C’est dans la direction de l’ouest qu’on a orienté la canalisation nouvelle dont le point de départ est à l’usine de Clichy. Après avoir traversé une première fois la Seine par le tube Berlier, un peu en aval d’Asnières, cette canalisation se dirige directement sur Argenteuil par Colombes, franchit à nouveau la Seine, passe à Cormeilles et à Herblay. De ce point un embranchement traverse une troisième fois la Seine pour aller alimenter les terrains d’épandage d’Achères ; la ligne principale se prolonge en suivant parallèlement la ligne de chemin de fer de Mantes. À hauteur de Conflans-Sainte-Honorine, un second embranchement se dirige sur le domaine municipal de Méry par Pierrelaye où se trouve une usine élévatoire.
À partir de ce point, les travaux sont en cours d’exécution. La canalisation passe à quelque distance de Conflans-Fin-d’Oise, coupe la ligne de chemin de fer qui se dirige vers Pontoise, traverse l’Oise à Chennevières, puis, par un tunnel qui n’a pas moins de cinq kilomètres de longueur, passe sous les hauteurs qui dominent Andrésy et Chanteloup et se dirige perpendiculairement à la Seine, où elle aboutit au domaine municipal des Grésillons, dans la presqu’île de Triel-Carrières.
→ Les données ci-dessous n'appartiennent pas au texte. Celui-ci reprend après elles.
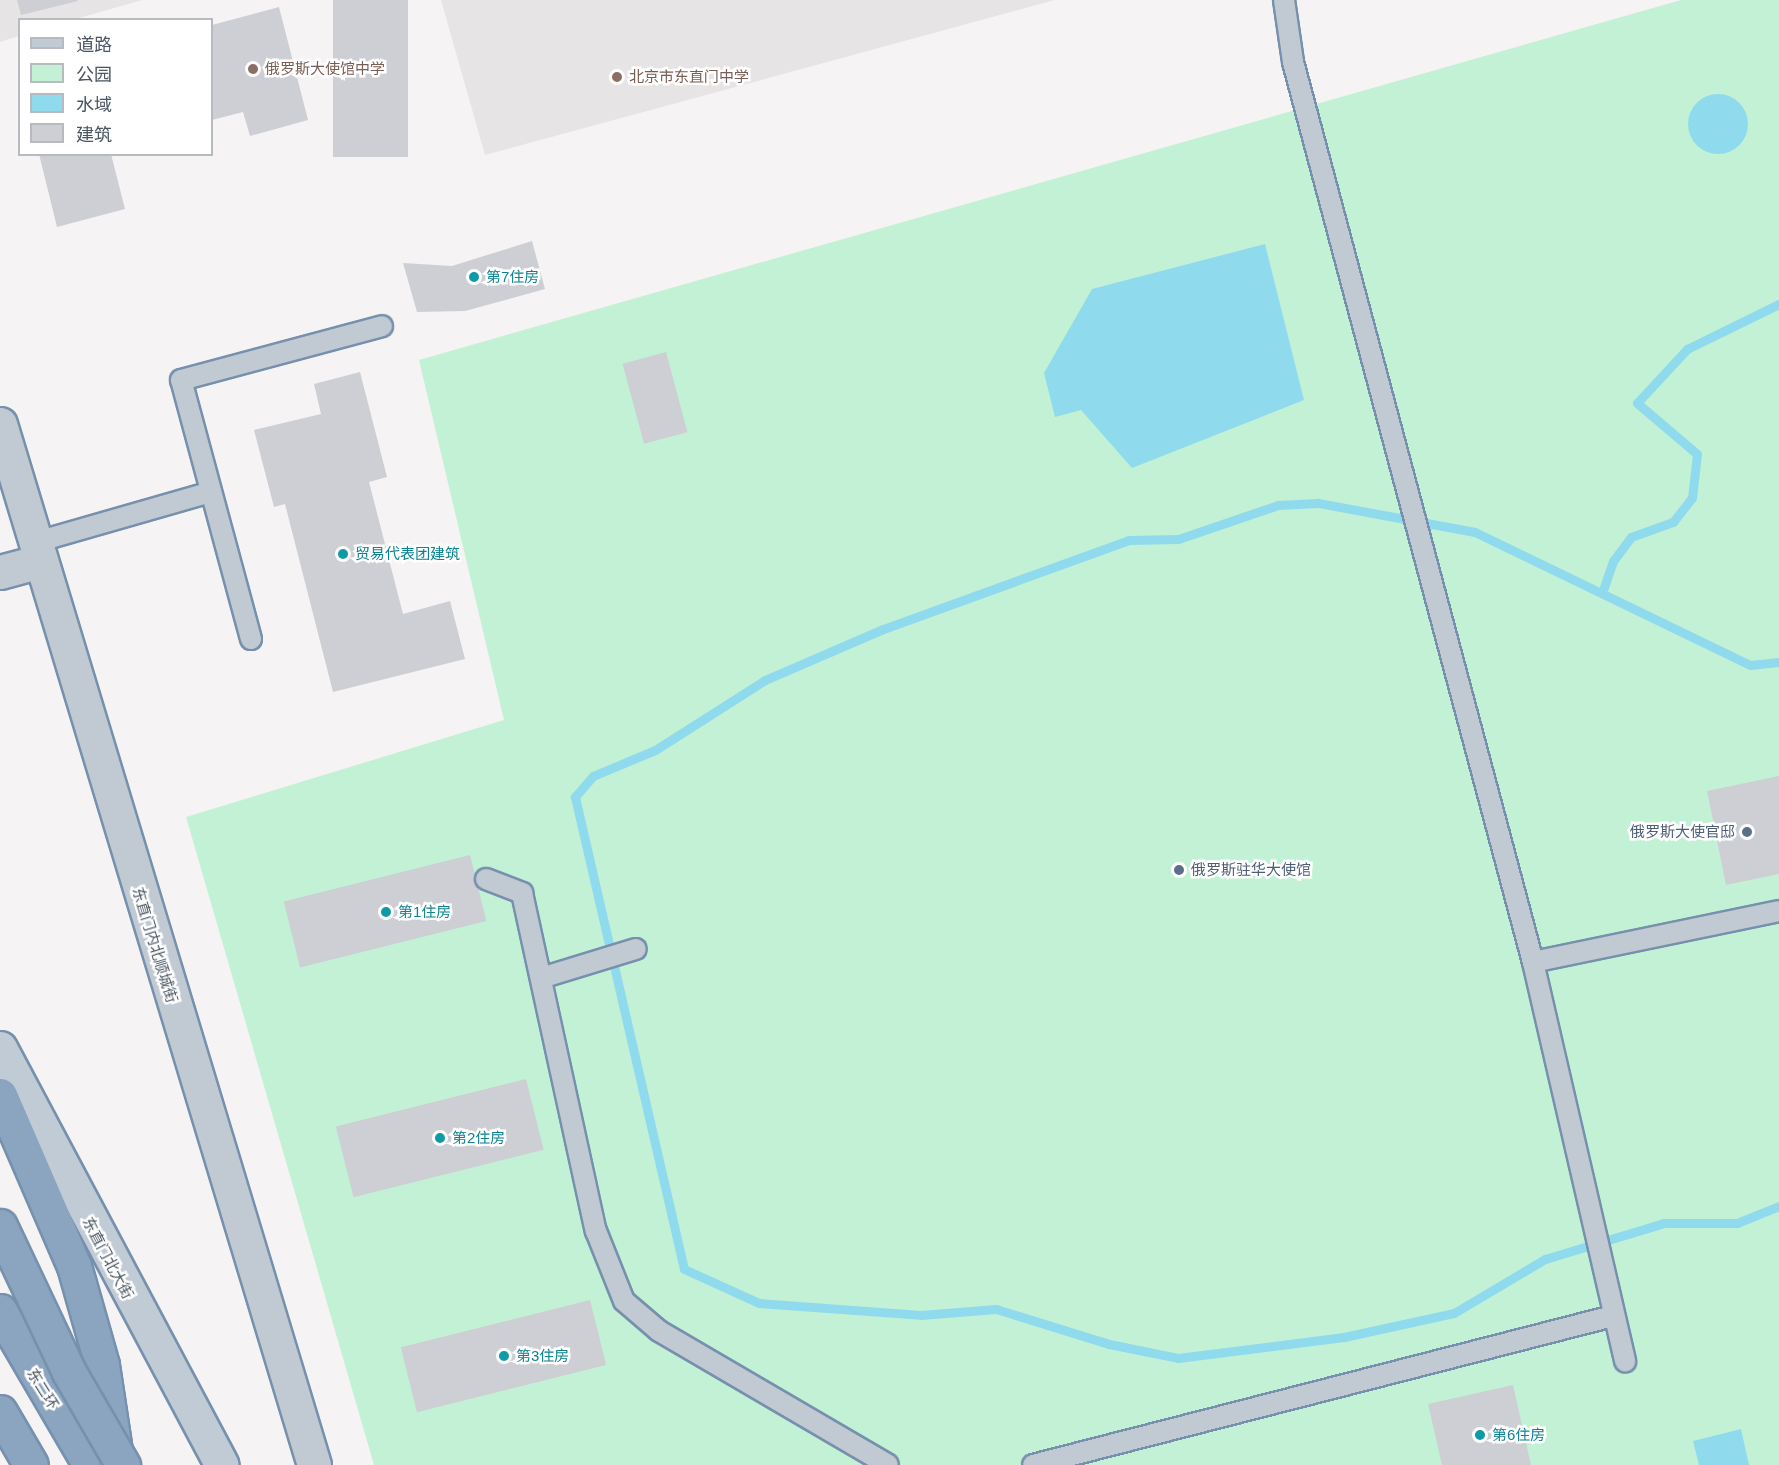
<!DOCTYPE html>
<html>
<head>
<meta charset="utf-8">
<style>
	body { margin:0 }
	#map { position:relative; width:1779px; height:1465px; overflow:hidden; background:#f5f3f3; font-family:Helvetica,"Noto Sans SC",sans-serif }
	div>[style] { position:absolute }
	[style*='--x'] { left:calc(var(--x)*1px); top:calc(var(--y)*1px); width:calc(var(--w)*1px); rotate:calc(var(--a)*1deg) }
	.education>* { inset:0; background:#e6e4e5 }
	.green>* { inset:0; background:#c3f1d5 }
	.water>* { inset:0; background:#90daee }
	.round { border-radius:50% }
	.stream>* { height:9px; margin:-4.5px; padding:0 4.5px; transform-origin:4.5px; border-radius:4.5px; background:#90daee }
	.building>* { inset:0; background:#cdcfd5; transform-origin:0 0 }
	.roads { filter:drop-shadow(2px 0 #7690ad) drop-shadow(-2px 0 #7690ad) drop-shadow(0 2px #7690ad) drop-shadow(0 -2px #7690ad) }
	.lane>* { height:20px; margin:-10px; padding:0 10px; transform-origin:10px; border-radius:10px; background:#c1cad2 }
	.street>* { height:33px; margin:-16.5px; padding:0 16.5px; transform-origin:16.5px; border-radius:16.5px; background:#c1cad2 }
	.secondary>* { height:33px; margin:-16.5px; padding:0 16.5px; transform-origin:16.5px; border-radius:16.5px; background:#c1cbd6 }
	.highway>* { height:33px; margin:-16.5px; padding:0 16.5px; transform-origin:16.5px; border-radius:16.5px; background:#8ba5c1 }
	.bridges { filter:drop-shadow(2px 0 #7690ad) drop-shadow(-2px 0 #7690ad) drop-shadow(0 2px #7690ad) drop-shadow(0 -2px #7690ad) }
	.highway-bridge>* { height:33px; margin:-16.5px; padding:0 16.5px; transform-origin:16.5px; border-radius:16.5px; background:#8ba5c1 }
	.dots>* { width:16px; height:16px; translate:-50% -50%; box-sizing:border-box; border:3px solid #fff; border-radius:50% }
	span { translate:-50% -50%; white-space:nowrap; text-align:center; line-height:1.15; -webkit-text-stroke:5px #fff; paint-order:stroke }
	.education-label { font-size:15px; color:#785e54 }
	.left { translate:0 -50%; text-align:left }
	.culture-label { font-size:15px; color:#0d838f }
	.service-label { font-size:15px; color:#4e5e75 }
	.right { translate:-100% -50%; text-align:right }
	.street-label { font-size:15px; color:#4a5661 }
	.legend { position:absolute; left:18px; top:18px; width:195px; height:138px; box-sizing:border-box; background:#fff; border:2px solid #b7bbc0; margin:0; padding:8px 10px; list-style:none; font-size:18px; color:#4a5661 }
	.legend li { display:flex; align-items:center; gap:12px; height:30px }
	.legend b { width:30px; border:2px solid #b7bbc0 }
</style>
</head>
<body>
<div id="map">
	<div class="education">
		<i style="clip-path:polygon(0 0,142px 0,76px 19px,20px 20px,19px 36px,0 42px)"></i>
		<i style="clip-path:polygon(441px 0,1055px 0,485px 155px)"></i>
	</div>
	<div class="green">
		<i style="clip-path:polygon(1681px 0,1779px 0,1779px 1465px,374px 1465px,186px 817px,504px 720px,419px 360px)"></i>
	</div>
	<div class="water">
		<i class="round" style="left:1688px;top:94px;width:60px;height:60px"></i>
		<i style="clip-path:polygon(1265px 244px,1304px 400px,1132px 468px,1081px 410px,1055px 417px,1044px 373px,1092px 289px)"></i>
		<i style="clip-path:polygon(1741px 1429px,1749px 1465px,1699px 1465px,1693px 1441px)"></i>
	</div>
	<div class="stream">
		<i style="--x:1602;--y:593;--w:34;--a:-71"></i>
		<i style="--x:1613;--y:561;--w:30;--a:-53"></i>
		<i style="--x:1631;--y:537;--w:45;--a:-19.7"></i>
		<i style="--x:1673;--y:522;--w:31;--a:-52"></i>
		<i style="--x:1692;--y:498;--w:44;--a:-83.5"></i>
		<i style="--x:1697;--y:454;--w:79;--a:-139.6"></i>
		<i style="--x:1637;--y:403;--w:74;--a:-47.2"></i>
		<i style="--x:1687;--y:349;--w:102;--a:-26.1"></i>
		<i style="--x:1779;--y:662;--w:29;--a:174"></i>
		<i style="--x:1750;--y:665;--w:305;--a:-154.2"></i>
		<i style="--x:1475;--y:532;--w:160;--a:-169.5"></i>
		<i style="--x:1318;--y:503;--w:40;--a:177.1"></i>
		<i style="--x:1278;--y:505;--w:106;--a:161.2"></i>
		<i style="--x:1178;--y:539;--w:49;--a:178.8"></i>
		<i style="--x:1129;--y:540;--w:262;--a:160.1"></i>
		<i style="--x:883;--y:629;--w:129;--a:156.6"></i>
		<i style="--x:765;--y:680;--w:130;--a:147.5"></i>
		<i style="--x:655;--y:750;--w:67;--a:157.2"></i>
		<i style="--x:593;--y:776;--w:28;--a:131"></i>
		<i style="--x:575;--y:797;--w:484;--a:77"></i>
		<i style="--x:684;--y:1269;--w:82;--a:24.4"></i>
		<i style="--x:759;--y:1303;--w:162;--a:4.2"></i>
		<i style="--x:921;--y:1315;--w:75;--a:-4.6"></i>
		<i style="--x:996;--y:1309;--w:118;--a:17.2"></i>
		<i style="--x:1109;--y:1344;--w:70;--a:11.5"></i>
		<i style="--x:1178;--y:1358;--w:167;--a:-7.2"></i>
		<i style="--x:1344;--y:1337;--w:113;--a:-12.3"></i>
		<i style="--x:1454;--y:1313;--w:106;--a:-30.7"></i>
		<i style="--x:1545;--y:1259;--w:124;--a:-16.8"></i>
		<i style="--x:1664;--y:1223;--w:73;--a:0"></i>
		<i style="--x:1737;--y:1223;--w:45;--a:-22"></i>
	</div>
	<div class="building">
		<i style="clip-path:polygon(17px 0,78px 0,78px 1px,21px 15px)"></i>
		<i style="left:333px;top:0;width:75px;height:157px"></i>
		<i style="clip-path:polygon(279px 7px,308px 120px,250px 136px,243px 112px,212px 120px,212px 25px)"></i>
		<i style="clip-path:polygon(39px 154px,111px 154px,125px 209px,57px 227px)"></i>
		<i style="clip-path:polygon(532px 241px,545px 289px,465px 311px,417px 312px,403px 263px,452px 266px)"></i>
		<i style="left:666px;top:352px;width:83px;height:45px;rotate:75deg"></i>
		<i style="clip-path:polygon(360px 372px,387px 477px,369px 482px,403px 614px,450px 601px,465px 659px,333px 692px,285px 504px,274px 507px,254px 430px,321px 414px,314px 384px)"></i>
		<i style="clip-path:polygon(1779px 776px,1779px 874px,1726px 885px,1707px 791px)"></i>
		<i style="left:470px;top:855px;width:68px;height:192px;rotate:76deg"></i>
		<i style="left:526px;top:1079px;width:73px;height:196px;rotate:76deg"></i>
		<i style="left:590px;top:1300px;width:67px;height:195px;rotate:76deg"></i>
		<i style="clip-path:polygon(1513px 1385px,1531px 1465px,1442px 1465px,1428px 1404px)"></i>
	</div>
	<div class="roads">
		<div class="lane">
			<i style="--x:1284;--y:0;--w:63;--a:81.7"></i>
			<i style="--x:1293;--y:62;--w:931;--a:75.07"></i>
			<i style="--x:1533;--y:962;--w:410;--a:77"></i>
			<i style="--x:33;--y:543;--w:185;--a:-16"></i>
			<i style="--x:251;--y:639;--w:268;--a:-105.1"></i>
			<i style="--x:181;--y:380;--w:208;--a:-15"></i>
			<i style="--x:486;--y:879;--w:39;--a:21"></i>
			<i style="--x:522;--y:893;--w:346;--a:77.7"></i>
			<i style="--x:596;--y:1231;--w:75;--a:68.2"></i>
			<i style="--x:624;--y:1301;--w:46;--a:40.6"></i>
			<i style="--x:659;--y:1331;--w:265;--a:30.3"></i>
			<i style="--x:1533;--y:962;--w:251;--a:-11.7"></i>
			<i style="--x:541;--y:978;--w:99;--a:-17"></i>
			<i style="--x:1033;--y:1465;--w:599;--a:-14.41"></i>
		</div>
		<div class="street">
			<i style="--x:0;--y:424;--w:1087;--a:73.21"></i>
			<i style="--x:0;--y:572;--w:39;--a:-15"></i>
		</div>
		<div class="secondary">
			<i style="--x:0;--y:1048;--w:472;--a:62"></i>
		</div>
		<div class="highway">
			<i style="--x:0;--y:1095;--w:186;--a:66.6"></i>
			<i style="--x:74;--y:1266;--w:103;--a:74.2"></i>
			<i style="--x:102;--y:1365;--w:87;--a:81.4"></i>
			<i style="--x:0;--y:1311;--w:178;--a:59.7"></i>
			<i style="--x:0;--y:1412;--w:61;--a:59.7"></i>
		</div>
	</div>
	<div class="bridges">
		<div class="highway-bridge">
			<i style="--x:0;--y:1226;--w:161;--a:64.7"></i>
			<i style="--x:69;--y:1372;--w:108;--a:59.9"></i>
		</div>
	</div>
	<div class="dots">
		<i style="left:253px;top:69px;background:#8d6e63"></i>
		<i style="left:617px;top:77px;background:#8d6e63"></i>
		<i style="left:474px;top:277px;background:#0f9aa8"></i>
		<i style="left:343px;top:554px;background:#0f9aa8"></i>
		<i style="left:1747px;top:832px;background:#5c6f8a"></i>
		<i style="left:1179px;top:870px;background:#5c6f8a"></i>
		<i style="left:386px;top:912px;background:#0f9aa8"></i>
		<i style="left:440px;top:1138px;background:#0f9aa8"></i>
		<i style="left:504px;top:1356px;background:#0f9aa8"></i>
		<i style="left:1480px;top:1435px;background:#0f9aa8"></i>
	</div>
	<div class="education-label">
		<span class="left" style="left:265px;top:69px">俄罗斯大使馆中学</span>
		<span class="left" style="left:629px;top:77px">北京市东直门中学</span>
	</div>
	<div class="culture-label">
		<span class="left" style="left:486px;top:277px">第7住房</span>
		<span class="left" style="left:355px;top:554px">贸易代表团建筑</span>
		<span class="left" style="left:398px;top:912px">第1住房</span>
		<span class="left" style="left:452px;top:1138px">第2住房</span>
		<span class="left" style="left:516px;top:1356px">第3住房</span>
		<span class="left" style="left:1492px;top:1435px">第6住房</span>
	</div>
	<div class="service-label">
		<span class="right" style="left:1735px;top:832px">俄罗斯大使官邸</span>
		<span class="left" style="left:1191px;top:870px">俄罗斯驻华大使馆</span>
	</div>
	<div class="street-label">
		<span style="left:155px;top:945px;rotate:73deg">东直门内北顺城街</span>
		<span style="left:108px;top:1258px;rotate:62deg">东直门北大街</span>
		<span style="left:43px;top:1389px;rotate:58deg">东二环</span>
	</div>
	<ul class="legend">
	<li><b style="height:8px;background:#c1cbd6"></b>道路</li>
	<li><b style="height:16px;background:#c3f1d5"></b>公园</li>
	<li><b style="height:16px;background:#90daee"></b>水域</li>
	<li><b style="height:16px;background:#cdcfd5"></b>建筑</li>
	</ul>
</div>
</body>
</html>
Ces travaux doivent être terminés en 1900. Le tunnel dans Chanteloup est en voie d’exécution. On travaille au siphon qui doit passer sous l’Oise, les déblais sont commencés sur la rive droite de cette rivière. Sur la rive gauche un puits vertical précipitera les eaux dans le siphon.
La vue que nous donnons est prise sur les chantiers de Chennevières et nous a été communiquée par M. Chassin, un des nombreux entrepreneurs que la Ville de Paris emploie sur ses chantiers. La première représente le montage des cercles de fer qui constituent l’armature de la canalisation. Ces cercles arrivent à pied d’œuvre et le chantier de montage est voisin de la tranchée de canalisation. Une fois montés, ils sont transportés et mis en place, ainsi que le démontre notre seconde gravure, puis on cimente les intervalles et on obtient, paraît-il, d’excellents égouts avec ces conduites en ciment armé.
La Revue d’Hygiène publiait dernièrement un très intéressant article de M. Launay, ingénieur en chef des Ponts et Chaussées, sur les champs d’épandage et leur avenir ; nous y trouvons des renseignements très curieux concernant les résultats acquis en 1897. Actuellement deux champs d’épandage seulement fonctionnent ; celui de Gennevilliers, le plus ancien, le mieux connu, couvre une superficie de 800 hectares. On craignait qu’à la longue il ne se produisît un feutrage du sol et des marécages. Ces prévisions pessimistes ne se sont pas réalisées. Le terrain a absorbé au cours de l’année qui vient de s’écouler 33 millions de mètres cubes d’eau d’égout. L’Aqueduc d’Achères, terminé depuis le 7 juillet 1895, dessert mille hectares, dont 800 de terrains domaniaux de la forêt de Saint-Germain et de la ville de Paris et 200 du domaine des Fonceaux.
Les travaux de canalisation, de distribution, de drainage et d’aménagement des terrains en vue de la culture et de l’irrigation ont été poursuivis depuis le 7 juillet 1895, si bien que depuis quelques mois ils fonctionnent dans leur plein, c’est-à-dire à la dose de 3 400 000 mètres cubes par an.
Au total, les champs d’épandage de la ville sont aujourd’hui en état d’épurer journellement 210 000 mètres cubes d’eau d’égout, soit exactement la moitié du débit des collecteurs parisiens, puisque les jaugeages auxquels le service des égouts procède périodiquement font ressortir un écoulement quotidien de 428 000 mètres cubes. Depuis le mois de mai, les champs d’épandage ont même absorbé 250 000 mètres cubes, et certains jours ont même atteint le chiffre de 300 000. Actuellement, la moitié environ du débit des collecteurs parisiens est utilisée pour les champs d’épandage, l’autre moitié va à la Seine.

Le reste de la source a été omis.